Quantifying prior model complexity for subsurface reservoir models

Abstract

In Bayesian approaches to history matching for subsurface inference, the prior model specifies the uncertain model parameters and the joint probability of those parameters before incorporating production-related data. A good prior model is generally complex enough to capture the future reservoir behavior in the long term, realistic enough to be plausible, consistent with geologic knowledge, and simple enough to allow calibration for data matching. Model complexity is often associated with the number of model parameters, thus the focus on finding the sufficient number of parameters needed for history matching and quantifying future uncertainty. This work explores model choice based on concepts of complexity and informativeness of models for subsurface reservoir models. It focuses on the effect of the misspecification of prior models for assimilating flow data and their predictive accuracy.
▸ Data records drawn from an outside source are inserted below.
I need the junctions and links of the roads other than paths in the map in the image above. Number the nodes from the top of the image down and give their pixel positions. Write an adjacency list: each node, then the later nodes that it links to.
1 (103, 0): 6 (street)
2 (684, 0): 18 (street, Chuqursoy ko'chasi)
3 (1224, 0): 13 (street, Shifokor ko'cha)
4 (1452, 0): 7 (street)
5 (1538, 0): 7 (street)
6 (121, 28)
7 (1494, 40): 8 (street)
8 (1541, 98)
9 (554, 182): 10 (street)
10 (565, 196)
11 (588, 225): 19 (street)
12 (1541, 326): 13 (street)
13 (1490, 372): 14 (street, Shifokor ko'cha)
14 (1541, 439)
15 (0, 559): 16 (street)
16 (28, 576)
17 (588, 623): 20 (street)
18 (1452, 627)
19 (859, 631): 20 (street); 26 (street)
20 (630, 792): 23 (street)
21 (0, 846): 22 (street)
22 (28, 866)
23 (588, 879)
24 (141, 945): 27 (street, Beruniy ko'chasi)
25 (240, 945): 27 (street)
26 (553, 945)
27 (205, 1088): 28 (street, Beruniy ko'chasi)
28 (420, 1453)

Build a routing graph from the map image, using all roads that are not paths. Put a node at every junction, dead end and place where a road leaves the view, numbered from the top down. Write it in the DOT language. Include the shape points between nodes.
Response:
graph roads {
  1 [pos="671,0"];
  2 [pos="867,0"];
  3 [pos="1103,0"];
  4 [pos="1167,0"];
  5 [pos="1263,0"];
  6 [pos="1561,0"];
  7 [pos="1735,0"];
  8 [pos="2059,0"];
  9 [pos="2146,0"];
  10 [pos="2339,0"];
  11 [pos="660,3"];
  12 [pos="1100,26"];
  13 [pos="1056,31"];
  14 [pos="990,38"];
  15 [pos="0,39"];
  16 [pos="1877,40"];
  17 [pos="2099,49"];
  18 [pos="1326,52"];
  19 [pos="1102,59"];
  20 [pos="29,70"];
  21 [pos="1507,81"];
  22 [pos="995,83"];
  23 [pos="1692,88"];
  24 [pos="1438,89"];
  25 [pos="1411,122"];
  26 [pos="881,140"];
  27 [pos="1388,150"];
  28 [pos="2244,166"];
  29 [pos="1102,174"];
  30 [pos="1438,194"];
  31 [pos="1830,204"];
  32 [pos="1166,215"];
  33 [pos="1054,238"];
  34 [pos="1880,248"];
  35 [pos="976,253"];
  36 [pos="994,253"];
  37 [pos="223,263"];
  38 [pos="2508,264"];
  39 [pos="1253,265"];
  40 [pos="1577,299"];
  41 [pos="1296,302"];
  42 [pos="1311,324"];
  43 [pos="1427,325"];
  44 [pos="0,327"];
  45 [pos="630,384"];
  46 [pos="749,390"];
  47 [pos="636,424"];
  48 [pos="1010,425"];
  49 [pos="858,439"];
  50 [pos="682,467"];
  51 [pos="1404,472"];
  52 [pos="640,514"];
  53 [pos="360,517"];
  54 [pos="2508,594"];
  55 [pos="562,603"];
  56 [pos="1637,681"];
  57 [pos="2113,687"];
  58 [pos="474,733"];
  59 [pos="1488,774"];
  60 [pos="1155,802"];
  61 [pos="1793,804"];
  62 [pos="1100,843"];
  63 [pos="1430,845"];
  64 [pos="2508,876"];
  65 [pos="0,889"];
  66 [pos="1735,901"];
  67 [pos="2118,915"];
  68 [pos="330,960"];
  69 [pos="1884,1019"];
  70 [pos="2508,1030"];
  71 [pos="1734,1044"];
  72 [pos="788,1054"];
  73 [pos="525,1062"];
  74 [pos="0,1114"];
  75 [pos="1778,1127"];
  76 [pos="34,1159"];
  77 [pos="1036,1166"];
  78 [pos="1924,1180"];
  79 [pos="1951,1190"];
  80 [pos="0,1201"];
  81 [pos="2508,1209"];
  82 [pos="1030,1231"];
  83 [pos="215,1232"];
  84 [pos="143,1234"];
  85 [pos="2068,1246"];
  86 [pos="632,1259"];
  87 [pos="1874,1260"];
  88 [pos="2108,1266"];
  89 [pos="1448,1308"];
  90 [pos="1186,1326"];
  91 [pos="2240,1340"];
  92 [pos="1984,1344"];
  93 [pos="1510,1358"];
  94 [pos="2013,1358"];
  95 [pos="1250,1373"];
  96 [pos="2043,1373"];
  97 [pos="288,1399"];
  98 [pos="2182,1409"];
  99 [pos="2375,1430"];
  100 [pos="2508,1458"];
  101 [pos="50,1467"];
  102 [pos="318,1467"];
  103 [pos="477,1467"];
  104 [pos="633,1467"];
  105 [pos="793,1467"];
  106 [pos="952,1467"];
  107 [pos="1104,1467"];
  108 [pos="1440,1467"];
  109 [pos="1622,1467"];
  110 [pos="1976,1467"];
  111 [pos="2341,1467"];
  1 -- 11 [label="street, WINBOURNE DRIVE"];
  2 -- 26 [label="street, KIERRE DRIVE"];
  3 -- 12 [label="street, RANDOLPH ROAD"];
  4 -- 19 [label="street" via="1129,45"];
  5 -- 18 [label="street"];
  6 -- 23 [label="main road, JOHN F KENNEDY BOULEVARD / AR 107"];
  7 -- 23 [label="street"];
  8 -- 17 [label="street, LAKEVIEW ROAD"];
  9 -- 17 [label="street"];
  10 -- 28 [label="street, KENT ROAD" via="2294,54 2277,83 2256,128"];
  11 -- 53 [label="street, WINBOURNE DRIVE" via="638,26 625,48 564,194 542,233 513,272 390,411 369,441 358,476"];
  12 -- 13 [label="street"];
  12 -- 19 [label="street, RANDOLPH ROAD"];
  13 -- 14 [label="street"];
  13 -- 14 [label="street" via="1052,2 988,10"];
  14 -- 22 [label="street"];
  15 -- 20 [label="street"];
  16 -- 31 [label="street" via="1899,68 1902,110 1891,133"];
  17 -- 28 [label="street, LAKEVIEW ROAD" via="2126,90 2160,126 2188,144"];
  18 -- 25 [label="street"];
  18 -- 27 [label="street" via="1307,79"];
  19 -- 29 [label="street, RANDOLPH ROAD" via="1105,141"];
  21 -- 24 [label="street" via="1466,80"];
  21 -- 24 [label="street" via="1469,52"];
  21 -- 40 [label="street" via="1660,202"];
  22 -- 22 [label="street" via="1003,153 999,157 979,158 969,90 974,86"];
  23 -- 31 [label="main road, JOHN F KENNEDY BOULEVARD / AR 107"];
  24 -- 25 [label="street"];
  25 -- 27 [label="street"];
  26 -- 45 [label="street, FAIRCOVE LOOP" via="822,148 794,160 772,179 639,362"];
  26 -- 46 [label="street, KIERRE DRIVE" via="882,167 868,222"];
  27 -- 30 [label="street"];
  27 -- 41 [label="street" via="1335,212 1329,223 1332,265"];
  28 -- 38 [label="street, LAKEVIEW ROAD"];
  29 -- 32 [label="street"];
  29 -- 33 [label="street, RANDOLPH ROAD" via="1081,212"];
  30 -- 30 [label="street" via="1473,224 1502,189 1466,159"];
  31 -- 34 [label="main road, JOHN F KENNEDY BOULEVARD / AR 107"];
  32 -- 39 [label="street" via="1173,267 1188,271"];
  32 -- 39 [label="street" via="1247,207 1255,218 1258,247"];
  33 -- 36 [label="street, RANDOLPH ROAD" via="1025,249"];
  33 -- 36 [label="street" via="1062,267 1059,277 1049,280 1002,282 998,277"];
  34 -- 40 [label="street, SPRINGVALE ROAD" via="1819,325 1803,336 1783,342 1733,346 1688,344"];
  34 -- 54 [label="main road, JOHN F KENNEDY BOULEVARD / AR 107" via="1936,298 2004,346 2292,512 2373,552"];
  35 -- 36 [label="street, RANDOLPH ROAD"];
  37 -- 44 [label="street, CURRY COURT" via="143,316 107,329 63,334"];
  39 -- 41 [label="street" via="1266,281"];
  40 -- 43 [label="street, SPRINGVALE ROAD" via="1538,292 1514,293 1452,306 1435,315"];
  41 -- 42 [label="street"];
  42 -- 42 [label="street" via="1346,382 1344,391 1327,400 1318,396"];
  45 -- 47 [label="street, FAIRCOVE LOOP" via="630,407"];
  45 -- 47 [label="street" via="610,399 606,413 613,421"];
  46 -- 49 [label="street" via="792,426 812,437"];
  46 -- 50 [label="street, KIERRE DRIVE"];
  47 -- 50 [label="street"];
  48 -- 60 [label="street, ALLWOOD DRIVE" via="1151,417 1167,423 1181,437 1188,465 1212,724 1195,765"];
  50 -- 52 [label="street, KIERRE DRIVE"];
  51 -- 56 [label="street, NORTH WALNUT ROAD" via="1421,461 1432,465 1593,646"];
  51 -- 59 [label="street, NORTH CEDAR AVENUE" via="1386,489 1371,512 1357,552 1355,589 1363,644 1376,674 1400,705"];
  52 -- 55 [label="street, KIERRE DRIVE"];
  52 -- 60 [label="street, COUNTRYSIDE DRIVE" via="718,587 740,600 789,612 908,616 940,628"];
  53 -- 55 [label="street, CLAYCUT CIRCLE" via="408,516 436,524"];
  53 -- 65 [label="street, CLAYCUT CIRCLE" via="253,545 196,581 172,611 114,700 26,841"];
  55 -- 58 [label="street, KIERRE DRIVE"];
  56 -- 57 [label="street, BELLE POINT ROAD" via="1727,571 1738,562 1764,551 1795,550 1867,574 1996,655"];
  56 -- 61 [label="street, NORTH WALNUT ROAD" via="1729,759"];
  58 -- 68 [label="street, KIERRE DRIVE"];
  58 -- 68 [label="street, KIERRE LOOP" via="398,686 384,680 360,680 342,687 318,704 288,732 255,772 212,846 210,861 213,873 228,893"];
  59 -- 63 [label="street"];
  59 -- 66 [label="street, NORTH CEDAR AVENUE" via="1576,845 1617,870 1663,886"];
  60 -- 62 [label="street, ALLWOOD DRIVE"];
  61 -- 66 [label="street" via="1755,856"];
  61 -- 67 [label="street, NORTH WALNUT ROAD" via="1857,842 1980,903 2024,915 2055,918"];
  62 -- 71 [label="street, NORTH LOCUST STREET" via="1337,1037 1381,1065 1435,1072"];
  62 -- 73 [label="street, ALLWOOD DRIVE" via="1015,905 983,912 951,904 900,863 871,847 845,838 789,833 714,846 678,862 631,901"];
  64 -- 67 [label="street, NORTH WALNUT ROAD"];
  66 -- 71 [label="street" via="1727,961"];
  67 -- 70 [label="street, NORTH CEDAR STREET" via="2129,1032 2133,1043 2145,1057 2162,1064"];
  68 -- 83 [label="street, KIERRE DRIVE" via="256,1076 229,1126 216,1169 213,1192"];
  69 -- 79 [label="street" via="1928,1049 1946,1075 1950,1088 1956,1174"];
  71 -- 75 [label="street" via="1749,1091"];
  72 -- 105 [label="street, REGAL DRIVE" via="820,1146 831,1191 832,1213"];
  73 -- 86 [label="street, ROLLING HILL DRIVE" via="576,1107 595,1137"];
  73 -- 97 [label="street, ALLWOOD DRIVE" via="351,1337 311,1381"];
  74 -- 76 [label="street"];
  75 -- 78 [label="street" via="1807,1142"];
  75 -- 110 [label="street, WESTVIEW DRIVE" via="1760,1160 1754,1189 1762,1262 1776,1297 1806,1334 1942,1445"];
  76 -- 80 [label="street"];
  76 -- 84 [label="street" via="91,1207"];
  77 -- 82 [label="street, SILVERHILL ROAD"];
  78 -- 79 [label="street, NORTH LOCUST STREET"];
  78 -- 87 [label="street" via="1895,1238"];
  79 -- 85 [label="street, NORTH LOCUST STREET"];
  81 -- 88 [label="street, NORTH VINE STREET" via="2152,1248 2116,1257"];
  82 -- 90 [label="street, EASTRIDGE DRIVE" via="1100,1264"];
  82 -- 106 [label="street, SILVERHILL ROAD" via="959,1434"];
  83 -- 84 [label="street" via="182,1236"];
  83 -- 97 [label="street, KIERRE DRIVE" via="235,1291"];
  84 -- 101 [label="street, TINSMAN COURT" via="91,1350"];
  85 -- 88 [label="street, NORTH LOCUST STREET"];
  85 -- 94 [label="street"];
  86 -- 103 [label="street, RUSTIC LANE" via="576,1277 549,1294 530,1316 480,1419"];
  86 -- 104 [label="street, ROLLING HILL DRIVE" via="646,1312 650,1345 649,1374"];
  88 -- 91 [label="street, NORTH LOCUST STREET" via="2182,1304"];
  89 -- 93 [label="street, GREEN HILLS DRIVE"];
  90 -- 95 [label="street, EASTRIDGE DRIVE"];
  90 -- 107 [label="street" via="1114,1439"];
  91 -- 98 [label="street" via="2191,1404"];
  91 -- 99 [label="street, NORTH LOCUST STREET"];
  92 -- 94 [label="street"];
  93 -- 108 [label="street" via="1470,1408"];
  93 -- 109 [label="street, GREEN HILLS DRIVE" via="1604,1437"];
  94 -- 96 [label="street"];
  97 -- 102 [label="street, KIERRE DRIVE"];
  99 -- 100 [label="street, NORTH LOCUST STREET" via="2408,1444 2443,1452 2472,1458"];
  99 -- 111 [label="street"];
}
The concept of the effective number of parameters is used to investigate the suitability of various types of prior models with different levels of complexity, ranging from a highly simplified polynomial trend model to a more realistic multipoint statistical model(MPS) and a family of isotropic Gaussian models and explore the effect of level of model complexity on the robustness of forecasting. The numerical experiments were performed with different combinations of data type, prior informativeness, forecast type, and model type to compare the effect of different prior models on the robustness of the results. The effective number of parameters was computed for each prior model and their accuracy for predicting future reservoir behavior was analyzed. The results suggest that effective model dimension is a useful measure of model complexity for history matching problems, although it is not independent of the data used for model calibration and the number of effective model parameters is generally much smaller than the number of model parameters. In a data-rich problem, realism of a model is much less important than the complexity of a model, while for a problem with few data, realism was beneficial for reliable forecasts.